Do you think including validity windows at signing time overly complicates signing? How do we handle overlapping windows? How do we handle overlapping windows and private logs concurrently? To give a specific example:

  • rekorv1.sigstore.dev - valid from X to Y
  • rekorv2.sigstore.dev - valid starting at Y-1 month (e.g. rolling out rekorv2 one month before rekorv1 expires)
  • internal.log - valid from X

At time Y-1 month, when we roll out rekorv2, I would want a client publishing to rekorv2 and also internal.log, but not rekorv1.

@jku
Copy link
Member

jku commented Jan 15, 2025

I think this can be solved by making SigningConfig more flexible to key rotations.

technically TrustedRoot + SigningConfig might already have the required data for this, and the only thing strictly needed is the rules for how clients should operate:

  • TrustedRoot tlogs have a baseUrl and publicKey.validFor
  • SigningConfig tlogs have baseUrl
  • We could tell signing clients to use all tlogs listed in SigningConfig but only if the log has a currently valid key in TrustedRoot (with maybe a little buffer time in there)

This btw is a good example of how keeping SigningConfig and TrustedRoot separate is not as great as it sounded in theory...

@kommendorkapten
Copy link
Member

Thanks for calling this out.

I could see us having the same validity windows between the key material in the TrustedRoot and SigningConfig.

My current thinking is that this is the most desirable option. In general this gives a flexible way to plan for a sharding, or change in a service at the time of a signing event, giving clients time to learn about it, and so when the shift happens, there should be no outages, or cases where multiple clients are out of sync.

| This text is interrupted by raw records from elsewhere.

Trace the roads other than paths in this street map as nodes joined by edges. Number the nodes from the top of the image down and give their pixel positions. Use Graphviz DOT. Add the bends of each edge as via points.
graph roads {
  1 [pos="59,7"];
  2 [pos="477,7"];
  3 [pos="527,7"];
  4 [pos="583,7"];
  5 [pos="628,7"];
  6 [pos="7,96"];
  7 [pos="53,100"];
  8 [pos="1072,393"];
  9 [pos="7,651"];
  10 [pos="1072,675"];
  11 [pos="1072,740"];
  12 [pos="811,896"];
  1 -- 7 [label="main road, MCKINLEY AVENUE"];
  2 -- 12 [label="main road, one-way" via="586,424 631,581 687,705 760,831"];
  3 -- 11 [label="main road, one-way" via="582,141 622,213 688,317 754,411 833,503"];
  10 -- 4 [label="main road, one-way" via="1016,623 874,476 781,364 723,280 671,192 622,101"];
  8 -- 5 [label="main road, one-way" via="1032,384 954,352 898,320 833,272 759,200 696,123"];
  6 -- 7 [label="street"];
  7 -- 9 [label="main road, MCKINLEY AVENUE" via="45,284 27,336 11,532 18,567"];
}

Note that time ranges (between TrustedRoot and SigningConfig) doesn't necessarily need to be 100% in sync, to account for some leeway time (i.e 30min or so), the old service should be valid for verification a bit longer compared to when the new service was commissioned.

@loosebazooka
Copy link
Member Author

loosebazooka commented Jan 21, 2025

So how's this for a proposal (TimeBoundURL is not a final name)?

message SigningConfig {
    string media_type = 5;
    string ca_url = 1;
    string oidc_url = 2;
-   repeated string tlog_urls = 3;
+   repeated TimeBoundURL tlog_urls = 3;
    repeated string tsa_urls = 4;
}

+ message TimeBoundURL {
+    string url = 1;
+    TimeRange valid_for = 2; // TimeRange is what we use everywhere else in trusted_root
+ }

It not obvious to me that we need to do this for the other types, but we can. Rekor is the only one that will be sharded and url swapped. But we can make all of these repeated TimeBoundURL if we want. And we can rotate and move those around at will. (we can also just two step those with root signing as they wont happen at a regular interval)

@loosebazooka
Copy link
Member Author

Also may need to include information about the protocol. If the signingConfig is updated to include an endpoint that is communicating over protocol version V+1, then maybe clients need to know?

@haydentherapper
Copy link
Collaborator

Did you have thoughts on how to handle overlapping windows like in the example I noted above? Maybe the answer is also including log operator, and a client should only write to the latest log for each operator?

+1 on including protocol version, this will make transitioning between APIs simpler.

@kommendorkapten
Copy link
Member

If we include log operator, we should key the repeated urls on the operator name I think, so simplify the client side processing. I'm assuming the log operator name don't bear any specific meaning in general? Clients who cares ought to know what operators they trust. Or would the behaviour be that the client puts a message on one log from each log operator? This should probably go in to the client spec once we know the details.

My gut feeling is that the client should put a message on one log from each configured log operator as the default mode, but allow for configuration.

@jku
Copy link
Member

jku commented Jan 22, 2025

Did you have thoughts on how to handle overlapping windows like in the example I noted above?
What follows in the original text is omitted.